Stored items:
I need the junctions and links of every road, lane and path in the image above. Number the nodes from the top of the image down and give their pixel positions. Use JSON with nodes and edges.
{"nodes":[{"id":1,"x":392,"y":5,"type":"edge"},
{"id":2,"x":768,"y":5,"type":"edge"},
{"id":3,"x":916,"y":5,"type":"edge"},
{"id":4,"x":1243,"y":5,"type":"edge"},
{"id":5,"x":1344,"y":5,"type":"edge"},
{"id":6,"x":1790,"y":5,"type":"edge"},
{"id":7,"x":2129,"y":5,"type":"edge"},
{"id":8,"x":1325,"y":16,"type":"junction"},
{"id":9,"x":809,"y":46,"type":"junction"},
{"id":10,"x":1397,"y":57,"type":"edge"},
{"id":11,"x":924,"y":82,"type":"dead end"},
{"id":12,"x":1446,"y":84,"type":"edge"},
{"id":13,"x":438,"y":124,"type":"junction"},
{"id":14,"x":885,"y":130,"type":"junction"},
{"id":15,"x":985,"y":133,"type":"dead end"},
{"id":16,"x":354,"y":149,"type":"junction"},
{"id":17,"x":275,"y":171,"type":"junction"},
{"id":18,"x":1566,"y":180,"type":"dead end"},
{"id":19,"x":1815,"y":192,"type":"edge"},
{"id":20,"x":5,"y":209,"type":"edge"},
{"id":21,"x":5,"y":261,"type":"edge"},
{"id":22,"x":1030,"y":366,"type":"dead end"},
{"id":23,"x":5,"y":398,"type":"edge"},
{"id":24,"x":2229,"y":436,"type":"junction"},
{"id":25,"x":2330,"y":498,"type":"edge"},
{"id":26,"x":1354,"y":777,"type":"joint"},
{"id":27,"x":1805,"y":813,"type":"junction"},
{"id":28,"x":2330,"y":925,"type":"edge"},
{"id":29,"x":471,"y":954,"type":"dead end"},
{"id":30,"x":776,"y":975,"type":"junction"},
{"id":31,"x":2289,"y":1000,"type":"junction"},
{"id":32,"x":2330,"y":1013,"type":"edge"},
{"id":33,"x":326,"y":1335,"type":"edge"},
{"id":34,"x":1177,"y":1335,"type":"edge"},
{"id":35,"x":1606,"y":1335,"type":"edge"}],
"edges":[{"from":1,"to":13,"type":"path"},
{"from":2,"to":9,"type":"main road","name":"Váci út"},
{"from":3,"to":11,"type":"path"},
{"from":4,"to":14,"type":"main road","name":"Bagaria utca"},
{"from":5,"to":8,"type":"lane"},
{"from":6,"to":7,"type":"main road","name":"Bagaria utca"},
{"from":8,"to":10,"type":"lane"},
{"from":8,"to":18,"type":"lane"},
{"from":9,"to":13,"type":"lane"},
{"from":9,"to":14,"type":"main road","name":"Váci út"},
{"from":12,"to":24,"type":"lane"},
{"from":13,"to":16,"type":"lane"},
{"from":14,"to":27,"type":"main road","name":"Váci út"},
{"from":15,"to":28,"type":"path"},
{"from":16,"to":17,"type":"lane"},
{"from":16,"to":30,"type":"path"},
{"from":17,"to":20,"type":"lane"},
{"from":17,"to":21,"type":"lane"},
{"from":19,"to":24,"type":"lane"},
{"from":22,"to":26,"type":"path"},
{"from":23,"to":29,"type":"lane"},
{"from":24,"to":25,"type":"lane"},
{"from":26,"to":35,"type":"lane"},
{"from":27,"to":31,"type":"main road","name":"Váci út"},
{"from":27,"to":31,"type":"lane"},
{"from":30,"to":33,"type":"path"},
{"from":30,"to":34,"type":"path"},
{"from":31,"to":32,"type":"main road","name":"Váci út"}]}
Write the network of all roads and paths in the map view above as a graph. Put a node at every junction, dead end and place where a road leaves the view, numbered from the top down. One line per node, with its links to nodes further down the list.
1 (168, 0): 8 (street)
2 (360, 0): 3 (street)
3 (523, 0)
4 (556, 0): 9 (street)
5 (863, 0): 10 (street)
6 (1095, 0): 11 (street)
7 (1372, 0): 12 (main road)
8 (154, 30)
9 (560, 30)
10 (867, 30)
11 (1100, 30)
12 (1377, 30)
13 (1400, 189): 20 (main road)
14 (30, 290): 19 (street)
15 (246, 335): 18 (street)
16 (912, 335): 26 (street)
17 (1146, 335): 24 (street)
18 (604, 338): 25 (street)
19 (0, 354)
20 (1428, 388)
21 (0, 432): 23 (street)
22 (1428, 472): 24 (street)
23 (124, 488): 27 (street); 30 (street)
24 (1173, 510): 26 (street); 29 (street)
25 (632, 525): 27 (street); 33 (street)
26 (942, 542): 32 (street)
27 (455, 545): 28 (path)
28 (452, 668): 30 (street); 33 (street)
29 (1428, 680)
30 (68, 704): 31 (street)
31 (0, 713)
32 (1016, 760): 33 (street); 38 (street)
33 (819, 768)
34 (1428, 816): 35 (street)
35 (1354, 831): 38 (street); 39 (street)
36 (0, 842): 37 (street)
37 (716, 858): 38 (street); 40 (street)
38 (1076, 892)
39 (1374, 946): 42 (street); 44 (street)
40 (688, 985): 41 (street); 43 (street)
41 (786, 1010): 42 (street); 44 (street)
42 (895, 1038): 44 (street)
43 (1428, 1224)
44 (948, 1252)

**WHAT YOU SHOULD DO**
Copy the entries word for word.

**RESULT FOR THIS EXERCISE**
I need the junctions and links of every road, lane and path in the image above. Number the nodes from the top of the image down and give their pixel positions. Use JSON with nodes and edges.
{"nodes":[{"id":1,"x":392,"y":5,"type":"edge"},
{"id":2,"x":768,"y":5,"type":"edge"},
{"id":3,"x":916,"y":5,"type":"edge"},
{"id":4,"x":1243,"y":5,"type":"edge"},
{"id":5,"x":1344,"y":5,"type":"edge"},
{"id":6,"x":1790,"y":5,"type":"edge"},
{"id":7,"x":2129,"y":5,"type":"edge"},
{"id":8,"x":1325,"y":16,"type":"junction"},
{"id":9,"x":809,"y":46,"type":"junction"},
{"id":10,"x":1397,"y":57,"type":"edge"},
{"id":11,"x":924,"y":82,"type":"dead end"},
{"id":12,"x":1446,"y":84,"type":"edge"},
{"id":13,"x":438,"y":124,"type":"junction"},
{"id":14,"x":885,"y":130,"type":"junction"},
{"id":15,"x":985,"y":133,"type":"dead end"},
{"id":16,"x":354,"y":149,"type":"junction"},
{"id":17,"x":275,"y":171,"type":"junction"},
{"id":18,"x":1566,"y":180,"type":"dead end"},
{"id":19,"x":1815,"y":192,"type":"edge"},
{"id":20,"x":5,"y":209,"type":"edge"},
{"id":21,"x":5,"y":261,"type":"edge"},
{"id":22,"x":1030,"y":366,"type":"dead end"},
{"id":23,"x":5,"y":398,"type":"edge"},
{"id":24,"x":2229,"y":436,"type":"junction"},
{"id":25,"x":2330,"y":498,"type":"edge"},
{"id":26,"x":1354,"y":777,"type":"joint"},
{"id":27,"x":1805,"y":813,"type":"junction"},
{"id":28,"x":2330,"y":925,"type":"edge"},
{"id":29,"x":471,"y":954,"type":"dead end"},
{"id":30,"x":776,"y":975,"type":"junction"},
{"id":31,"x":2289,"y":1000,"type":"junction"},
{"id":32,"x":2330,"y":1013,"type":"edge"},
{"id":33,"x":326,"y":1335,"type":"edge"},
{"id":34,"x":1177,"y":1335,"type":"edge"},
{"id":35,"x":1606,"y":1335,"type":"edge"}],
"edges":[{"from":1,"to":13,"type":"path"},
{"from":2,"to":9,"type":"main road","name":"Váci út"},
{"from":3,"to":11,"type":"path"},
{"from":4,"to":14,"type":"main road","name":"Bagaria utca"},
{"from":5,"to":8,"type":"lane"},
{"from":6,"to":7,"type":"main road","name":"Bagaria utca"},
{"from":8,"to":10,"type":"lane"},
{"from":8,"to":18,"type":"lane"},
{"from":9,"to":13,"type":"lane"},
{"from":9,"to":14,"type":"main road","name":"Váci út"},
{"from":12,"to":24,"type":"lane"},
{"from":13,"to":16,"type":"lane"},
{"from":14,"to":27,"type":"main road","name":"Váci út"},
{"from":15,"to":28,"type":"path"},
{"from":16,"to":17,"type":"lane"},
{"from":16,"to":30,"type":"path"},
{"from":17,"to":20,"type":"lane"},
{"from":17,"to":21,"type":"lane"},
{"from":19,"to":24,"type":"lane"},
{"from":22,"to":26,"type":"path"},
{"from":23,"to":29,"type":"lane"},
{"from":24,"to":25,"type":"lane"},
{"from":26,"to":35,"type":"lane"},
{"from":27,"to":31,"type":"main road","name":"Váci út"},
{"from":27,"to":31,"type":"lane"},
{"from":30,"to":33,"type":"path"},
{"from":30,"to":34,"type":"path"},
{"from":31,"to":32,"type":"main road","name":"Váci út"}]}
Write the network of all roads and paths in the map view above as a graph. Put a node at every junction, dead end and place where a road leaves the view, numbered from the top down. One line per node, with its links to nodes further down the list.
1 (168, 0): 8 (street)
2 (360, 0): 3 (street)
3 (523, 0)
4 (556, 0): 9 (street)
5 (863, 0): 10 (street)
6 (1095, 0): 11 (street)
7 (1372, 0): 12 (main road)
8 (154, 30)
9 (560, 30)
10 (867, 30)
11 (1100, 30)
12 (1377, 30)
13 (1400, 189): 20 (main road)
14 (30, 290): 19 (street)
15 (246, 335): 18 (street)
16 (912, 335): 26 (street)
17 (1146, 335): 24 (street)
18 (604, 338): 25 (street)
19 (0, 354)
20 (1428, 388)
21 (0, 432): 23 (street)
22 (1428, 472): 24 (street)
23 (124, 488): 27 (street); 30 (street)
24 (1173, 510): 26 (street); 29 (street)
25 (632, 525): 27 (street); 33 (street)
26 (942, 542): 32 (street)
27 (455, 545): 28 (path)
28 (452, 668): 30 (street); 33 (street)
29 (1428, 680)
30 (68, 704): 31 (street)
31 (0, 713)
32 (1016, 760): 33 (street); 38 (street)
33 (819, 768)
34 (1428, 816): 35 (street)
35 (1354, 831): 38 (street); 39 (street)
36 (0, 842): 37 (street)
37 (716, 858): 38 (street); 40 (street)
38 (1076, 892)
39 (1374, 946): 42 (street); 44 (street)
40 (688, 985): 41 (street); 43 (street)
41 (786, 1010): 42 (street); 44 (street)
42 (895, 1038): 44 (street)
43 (1428, 1224)
44 (948, 1252)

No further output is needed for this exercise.